◆ Description of the task:
One number should be the full reply: how many lines of the material below contain "roads".
#### Records to process
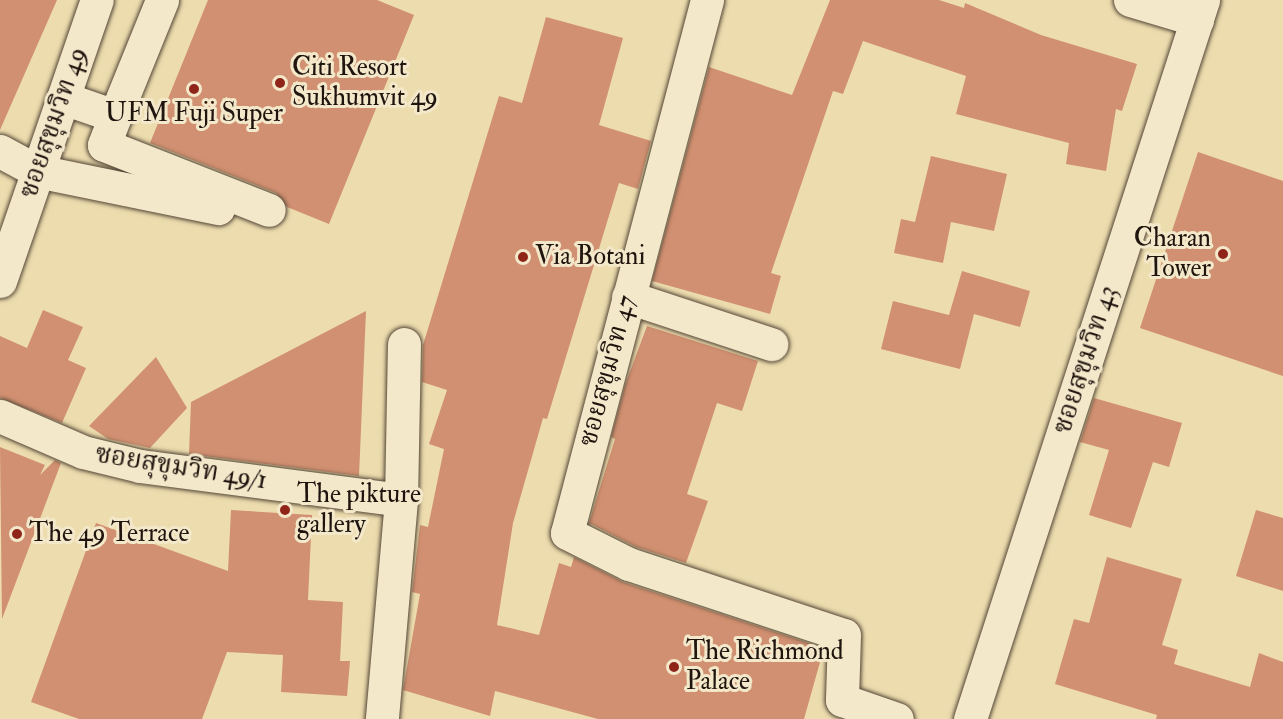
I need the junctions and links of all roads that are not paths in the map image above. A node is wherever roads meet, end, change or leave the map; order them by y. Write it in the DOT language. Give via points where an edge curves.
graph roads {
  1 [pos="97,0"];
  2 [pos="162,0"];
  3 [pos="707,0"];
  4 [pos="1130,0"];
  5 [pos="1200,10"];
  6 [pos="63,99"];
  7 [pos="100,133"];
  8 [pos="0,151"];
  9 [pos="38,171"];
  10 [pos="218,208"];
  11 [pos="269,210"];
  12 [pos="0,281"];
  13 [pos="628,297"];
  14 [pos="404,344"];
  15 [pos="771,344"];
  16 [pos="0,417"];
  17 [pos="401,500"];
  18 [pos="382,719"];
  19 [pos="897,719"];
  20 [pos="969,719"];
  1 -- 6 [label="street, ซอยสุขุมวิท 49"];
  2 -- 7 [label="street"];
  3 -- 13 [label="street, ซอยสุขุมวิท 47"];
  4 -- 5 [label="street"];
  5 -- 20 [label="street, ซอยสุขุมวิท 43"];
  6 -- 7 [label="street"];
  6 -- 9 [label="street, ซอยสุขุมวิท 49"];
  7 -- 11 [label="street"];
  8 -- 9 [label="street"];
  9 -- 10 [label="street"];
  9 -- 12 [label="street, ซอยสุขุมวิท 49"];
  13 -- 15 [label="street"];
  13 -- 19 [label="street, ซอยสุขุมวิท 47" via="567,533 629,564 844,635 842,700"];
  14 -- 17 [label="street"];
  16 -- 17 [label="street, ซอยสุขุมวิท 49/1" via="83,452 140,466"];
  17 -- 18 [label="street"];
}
########
◆ Response:
2